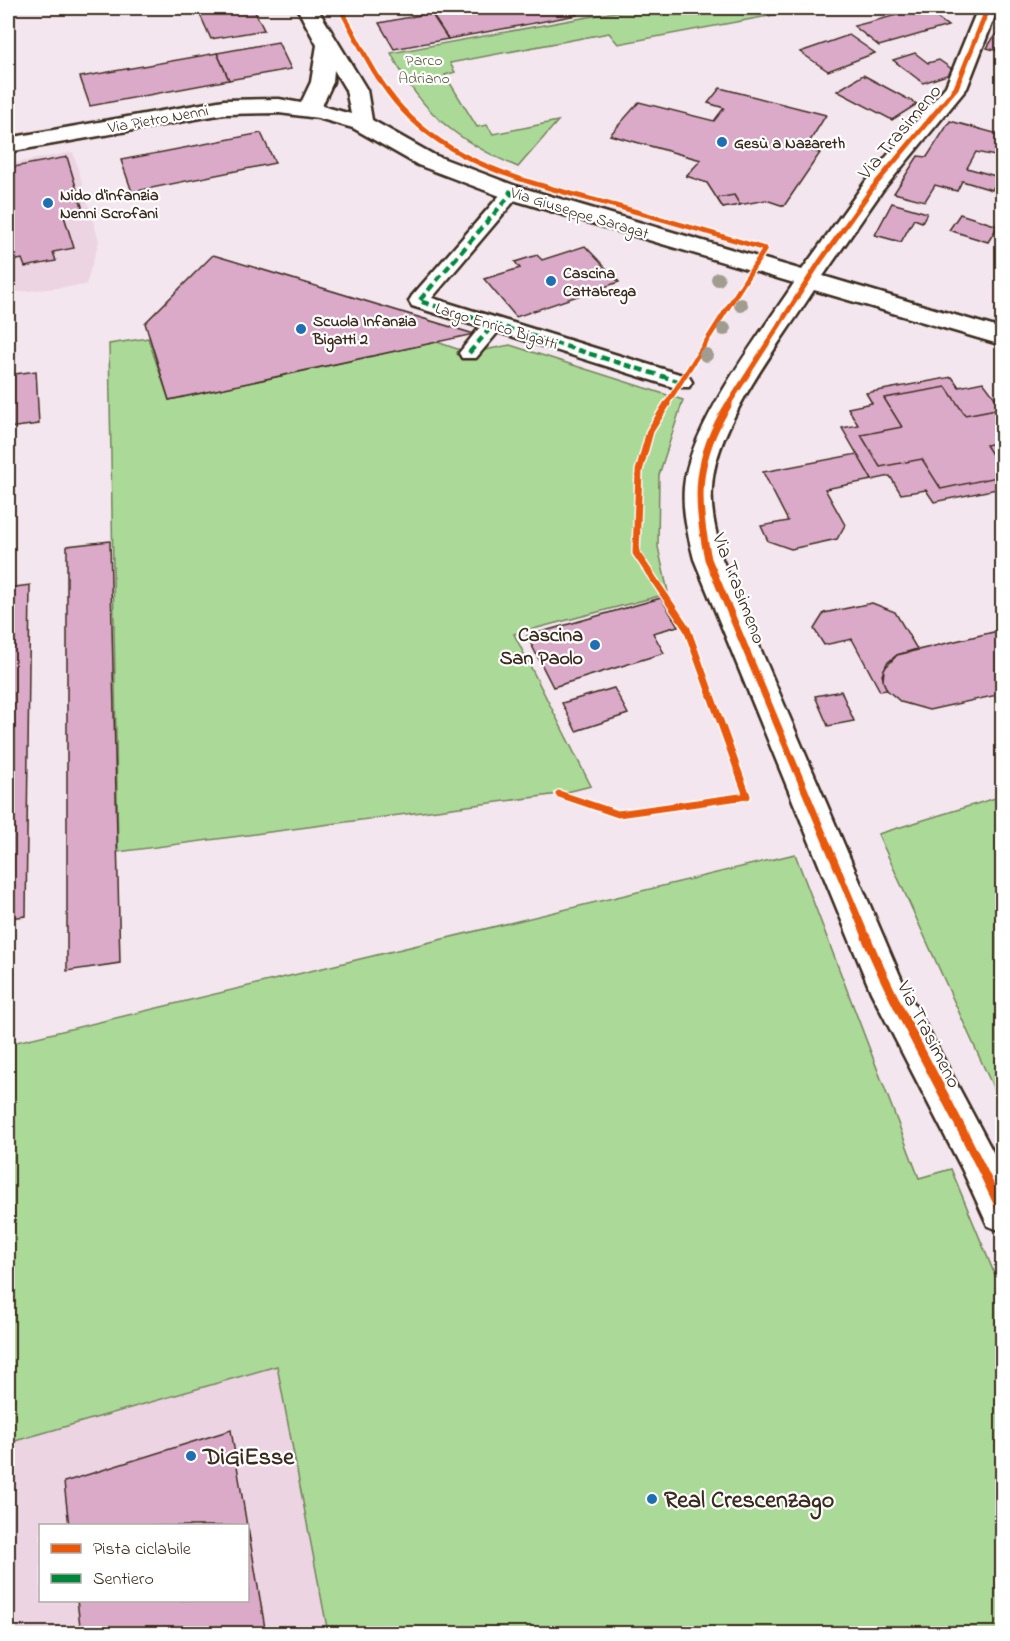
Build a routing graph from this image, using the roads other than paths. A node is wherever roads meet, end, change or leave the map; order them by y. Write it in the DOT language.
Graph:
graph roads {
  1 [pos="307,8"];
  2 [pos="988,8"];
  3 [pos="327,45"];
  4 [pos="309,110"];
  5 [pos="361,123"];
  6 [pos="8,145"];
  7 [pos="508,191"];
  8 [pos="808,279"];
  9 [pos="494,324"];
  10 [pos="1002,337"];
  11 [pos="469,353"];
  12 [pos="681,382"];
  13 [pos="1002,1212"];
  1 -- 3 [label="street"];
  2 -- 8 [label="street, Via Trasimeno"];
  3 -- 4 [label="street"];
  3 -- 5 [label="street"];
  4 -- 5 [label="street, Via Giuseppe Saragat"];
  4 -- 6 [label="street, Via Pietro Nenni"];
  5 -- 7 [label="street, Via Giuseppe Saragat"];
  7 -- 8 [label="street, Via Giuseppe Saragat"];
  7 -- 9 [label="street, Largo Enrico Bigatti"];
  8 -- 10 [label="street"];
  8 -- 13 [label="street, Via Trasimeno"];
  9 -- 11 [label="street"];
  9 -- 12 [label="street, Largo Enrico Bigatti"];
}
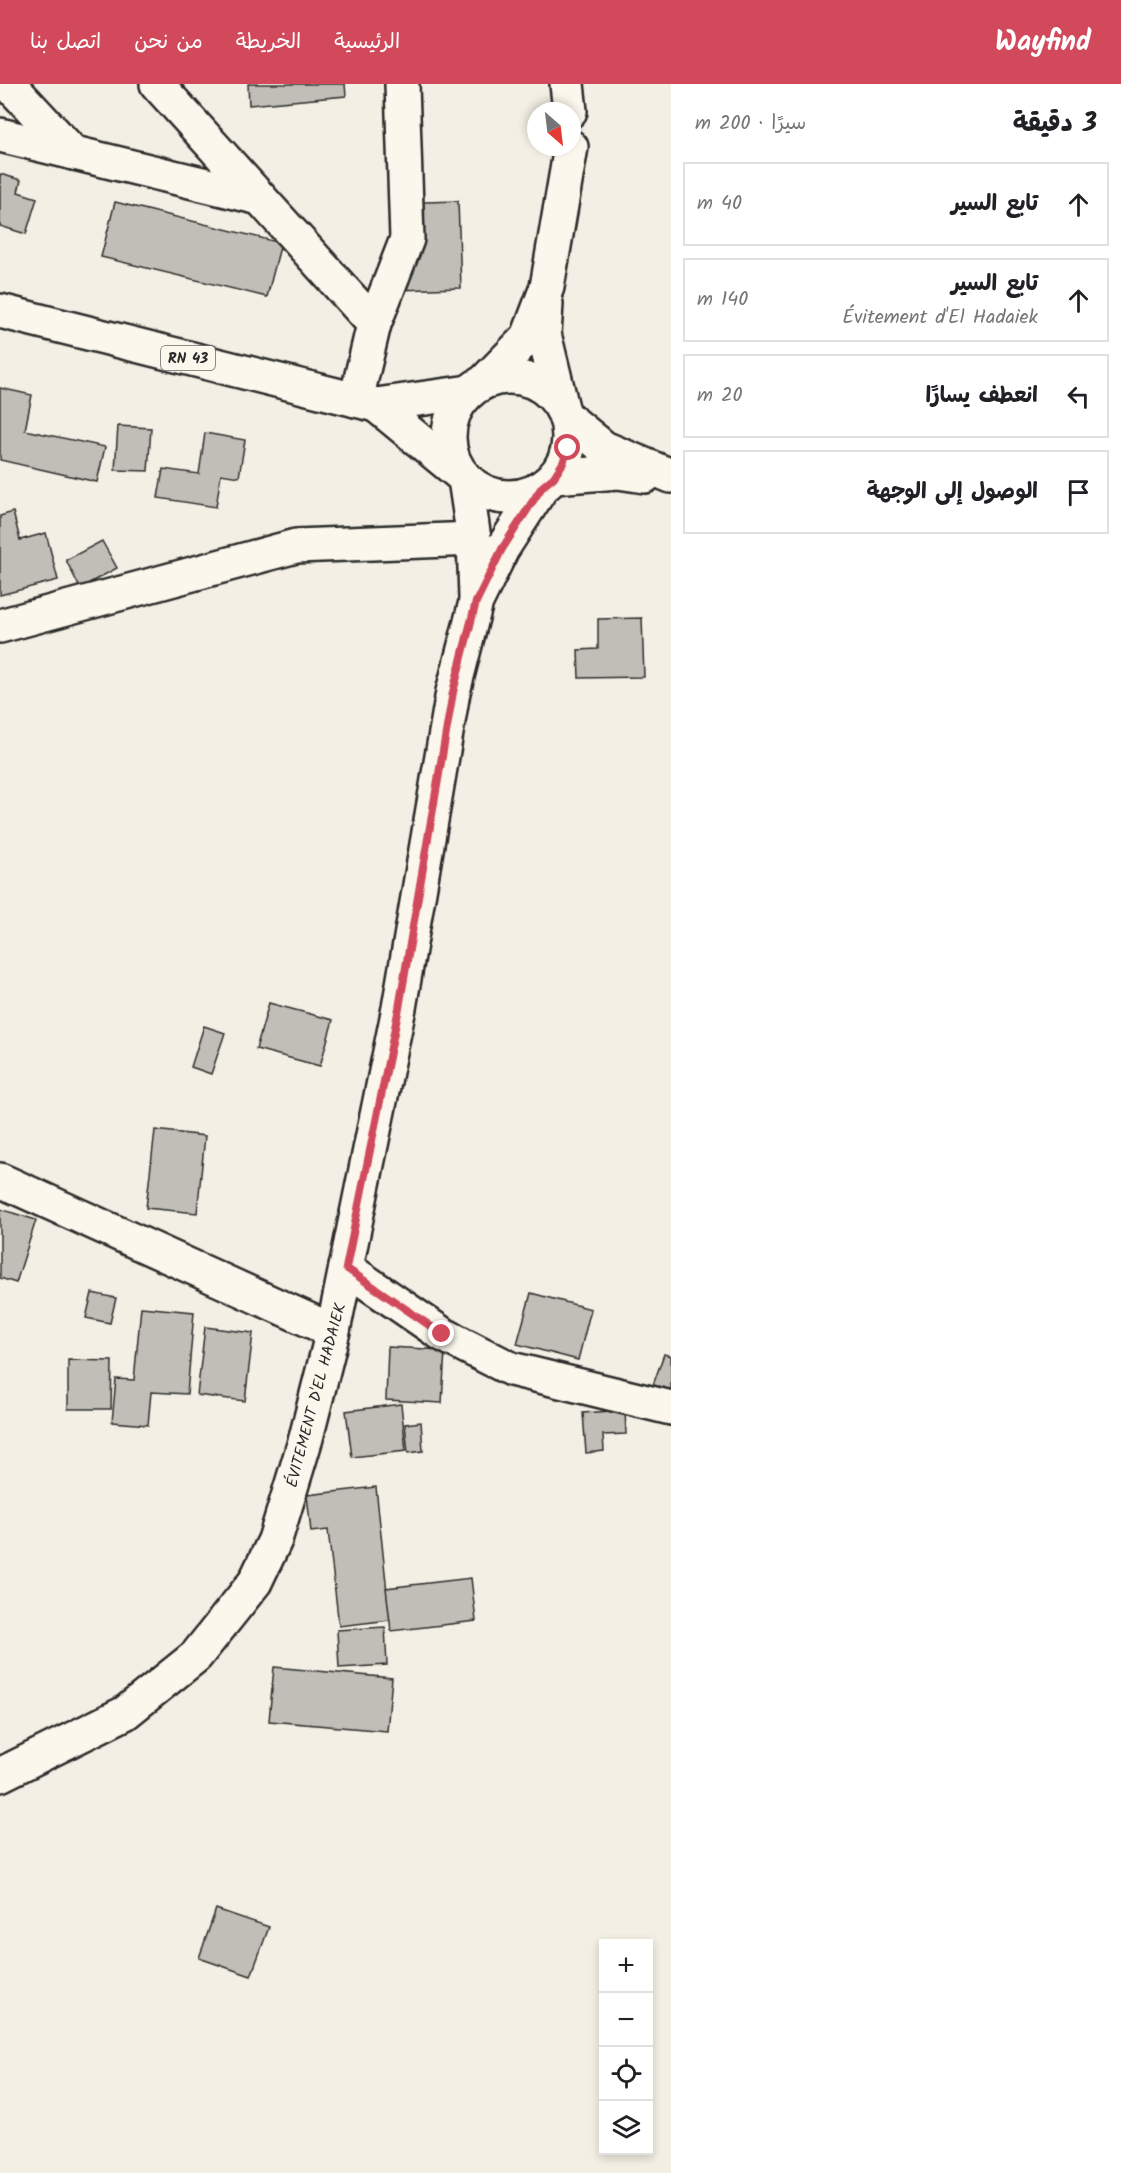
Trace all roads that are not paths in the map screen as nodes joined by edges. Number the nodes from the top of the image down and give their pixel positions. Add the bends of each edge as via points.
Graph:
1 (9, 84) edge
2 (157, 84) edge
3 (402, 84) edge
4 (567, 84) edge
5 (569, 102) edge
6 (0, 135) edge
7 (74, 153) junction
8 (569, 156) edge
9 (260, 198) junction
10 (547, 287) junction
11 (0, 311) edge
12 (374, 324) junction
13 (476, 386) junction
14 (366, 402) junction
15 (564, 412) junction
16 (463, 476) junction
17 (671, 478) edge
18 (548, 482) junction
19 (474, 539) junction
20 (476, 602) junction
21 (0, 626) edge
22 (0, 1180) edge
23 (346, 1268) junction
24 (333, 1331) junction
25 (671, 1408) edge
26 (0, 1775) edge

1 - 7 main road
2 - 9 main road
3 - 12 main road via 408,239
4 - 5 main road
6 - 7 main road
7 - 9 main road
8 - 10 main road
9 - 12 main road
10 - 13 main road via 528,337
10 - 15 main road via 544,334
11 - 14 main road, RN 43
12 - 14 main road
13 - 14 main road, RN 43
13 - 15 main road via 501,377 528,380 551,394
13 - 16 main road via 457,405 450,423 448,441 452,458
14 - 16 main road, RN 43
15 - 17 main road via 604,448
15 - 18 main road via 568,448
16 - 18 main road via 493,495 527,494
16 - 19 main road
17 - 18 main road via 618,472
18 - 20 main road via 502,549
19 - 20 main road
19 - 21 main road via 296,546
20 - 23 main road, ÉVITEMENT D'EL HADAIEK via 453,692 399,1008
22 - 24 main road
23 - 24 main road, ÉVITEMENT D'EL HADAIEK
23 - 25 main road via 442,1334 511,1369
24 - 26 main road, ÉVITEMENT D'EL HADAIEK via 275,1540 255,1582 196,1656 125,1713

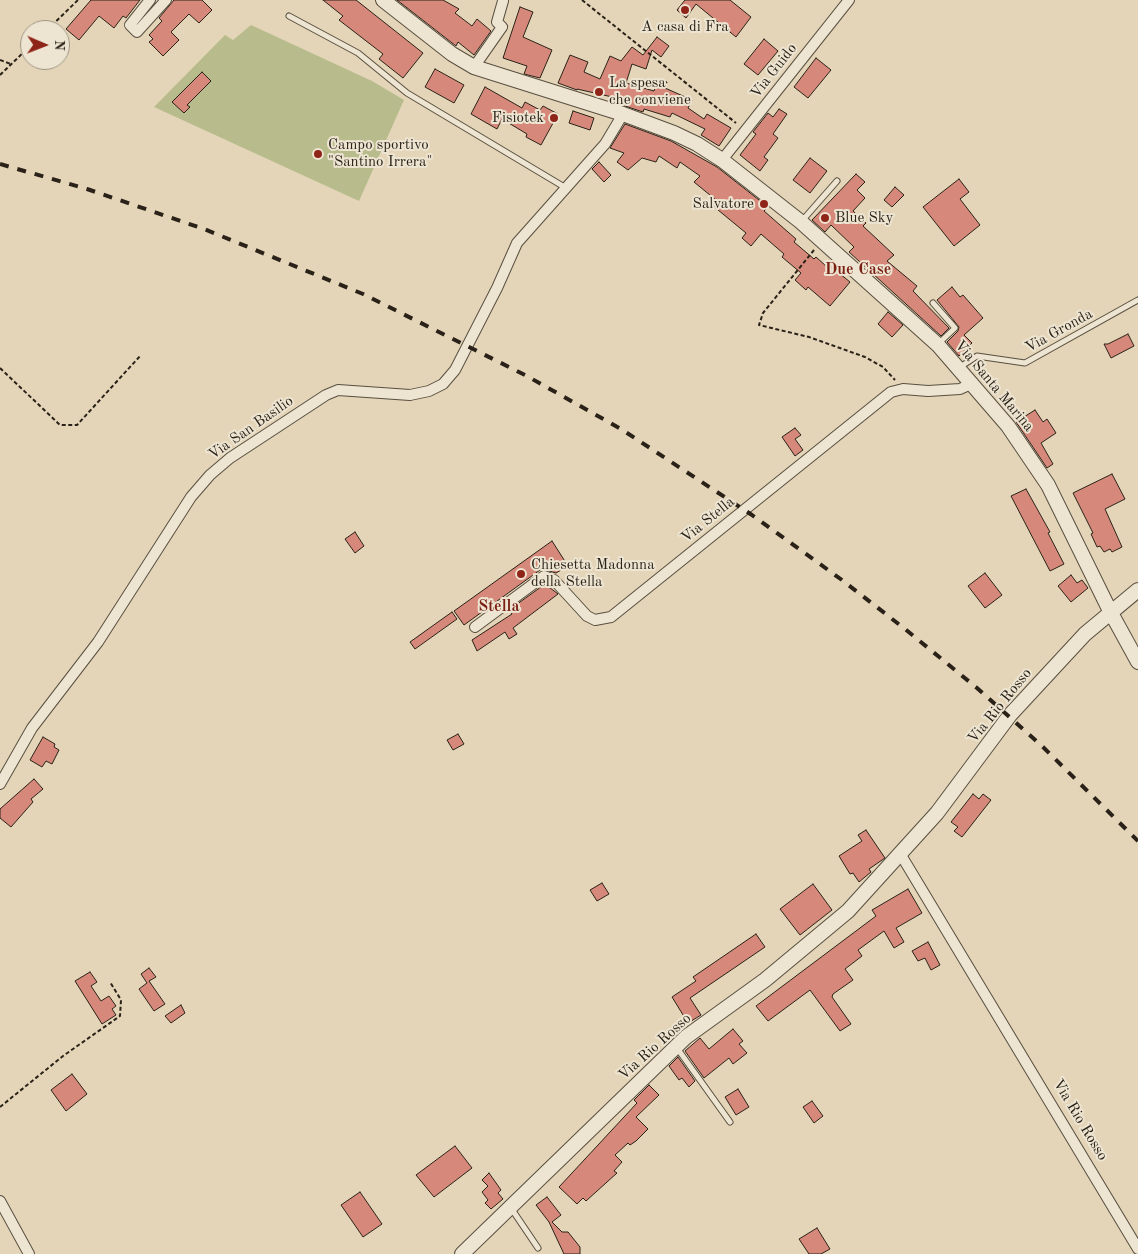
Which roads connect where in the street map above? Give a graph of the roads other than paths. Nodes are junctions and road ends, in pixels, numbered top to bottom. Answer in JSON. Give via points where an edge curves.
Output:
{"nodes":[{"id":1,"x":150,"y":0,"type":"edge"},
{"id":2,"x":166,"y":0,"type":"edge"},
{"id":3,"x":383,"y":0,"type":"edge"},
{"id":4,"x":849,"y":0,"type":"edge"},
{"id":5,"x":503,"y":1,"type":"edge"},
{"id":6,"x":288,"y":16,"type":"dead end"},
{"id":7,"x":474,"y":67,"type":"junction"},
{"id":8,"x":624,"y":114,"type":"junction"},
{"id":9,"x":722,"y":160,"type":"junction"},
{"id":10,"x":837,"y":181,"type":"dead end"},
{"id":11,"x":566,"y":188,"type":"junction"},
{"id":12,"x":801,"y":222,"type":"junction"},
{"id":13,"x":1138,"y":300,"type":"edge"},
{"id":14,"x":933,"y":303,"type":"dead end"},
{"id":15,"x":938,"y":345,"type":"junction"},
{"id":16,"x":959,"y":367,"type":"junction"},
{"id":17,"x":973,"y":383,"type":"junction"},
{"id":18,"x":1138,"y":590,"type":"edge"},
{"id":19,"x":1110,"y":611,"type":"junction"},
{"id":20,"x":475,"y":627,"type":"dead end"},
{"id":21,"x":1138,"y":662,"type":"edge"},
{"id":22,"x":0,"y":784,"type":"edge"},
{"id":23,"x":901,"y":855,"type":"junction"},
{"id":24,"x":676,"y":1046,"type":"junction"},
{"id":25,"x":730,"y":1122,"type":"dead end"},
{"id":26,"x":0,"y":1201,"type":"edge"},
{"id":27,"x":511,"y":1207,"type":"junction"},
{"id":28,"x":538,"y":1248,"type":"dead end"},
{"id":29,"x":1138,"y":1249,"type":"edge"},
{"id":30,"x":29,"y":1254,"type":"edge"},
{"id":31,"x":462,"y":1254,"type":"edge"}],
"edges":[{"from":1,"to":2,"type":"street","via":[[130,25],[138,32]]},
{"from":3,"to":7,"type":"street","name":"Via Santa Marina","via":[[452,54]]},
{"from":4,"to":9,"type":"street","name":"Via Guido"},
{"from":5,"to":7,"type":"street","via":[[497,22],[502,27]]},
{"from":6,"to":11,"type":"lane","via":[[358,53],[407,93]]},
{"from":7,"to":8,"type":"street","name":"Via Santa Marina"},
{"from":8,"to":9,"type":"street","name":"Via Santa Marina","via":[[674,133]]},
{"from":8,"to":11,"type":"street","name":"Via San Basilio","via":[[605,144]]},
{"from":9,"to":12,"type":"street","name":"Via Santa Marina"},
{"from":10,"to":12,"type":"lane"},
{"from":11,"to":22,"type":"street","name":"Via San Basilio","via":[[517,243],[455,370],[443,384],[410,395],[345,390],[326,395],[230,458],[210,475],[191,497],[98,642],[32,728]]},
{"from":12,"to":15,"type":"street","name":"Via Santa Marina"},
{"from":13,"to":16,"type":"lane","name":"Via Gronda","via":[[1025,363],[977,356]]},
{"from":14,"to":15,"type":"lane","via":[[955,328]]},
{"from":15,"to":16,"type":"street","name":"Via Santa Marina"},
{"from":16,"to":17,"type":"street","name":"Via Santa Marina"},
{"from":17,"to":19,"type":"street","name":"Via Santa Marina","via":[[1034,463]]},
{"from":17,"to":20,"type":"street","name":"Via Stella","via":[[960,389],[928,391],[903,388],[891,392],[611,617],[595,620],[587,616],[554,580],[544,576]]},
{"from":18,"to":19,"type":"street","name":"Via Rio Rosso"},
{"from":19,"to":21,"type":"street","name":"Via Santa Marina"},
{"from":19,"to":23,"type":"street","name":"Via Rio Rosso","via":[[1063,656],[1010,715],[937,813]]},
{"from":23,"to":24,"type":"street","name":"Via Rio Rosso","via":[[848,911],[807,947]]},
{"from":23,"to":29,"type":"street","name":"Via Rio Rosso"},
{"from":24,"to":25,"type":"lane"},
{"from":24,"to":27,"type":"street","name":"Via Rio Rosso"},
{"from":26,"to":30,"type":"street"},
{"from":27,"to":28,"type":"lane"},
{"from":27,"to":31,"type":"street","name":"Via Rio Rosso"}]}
★ ★ ★
- [Required work] Return each line of the material above in which the string "ÉVITEMENT" appears.

- [Task output]
20 - 23 main road, ÉVITEMENT D'EL HADAIEK via 453,692 399,1008
23 - 24 main road, ÉVITEMENT D'EL HADAIEK
24 - 26 main road, ÉVITEMENT D'EL HADAIEK via 275,1540 255,1582 196,1656 125,1713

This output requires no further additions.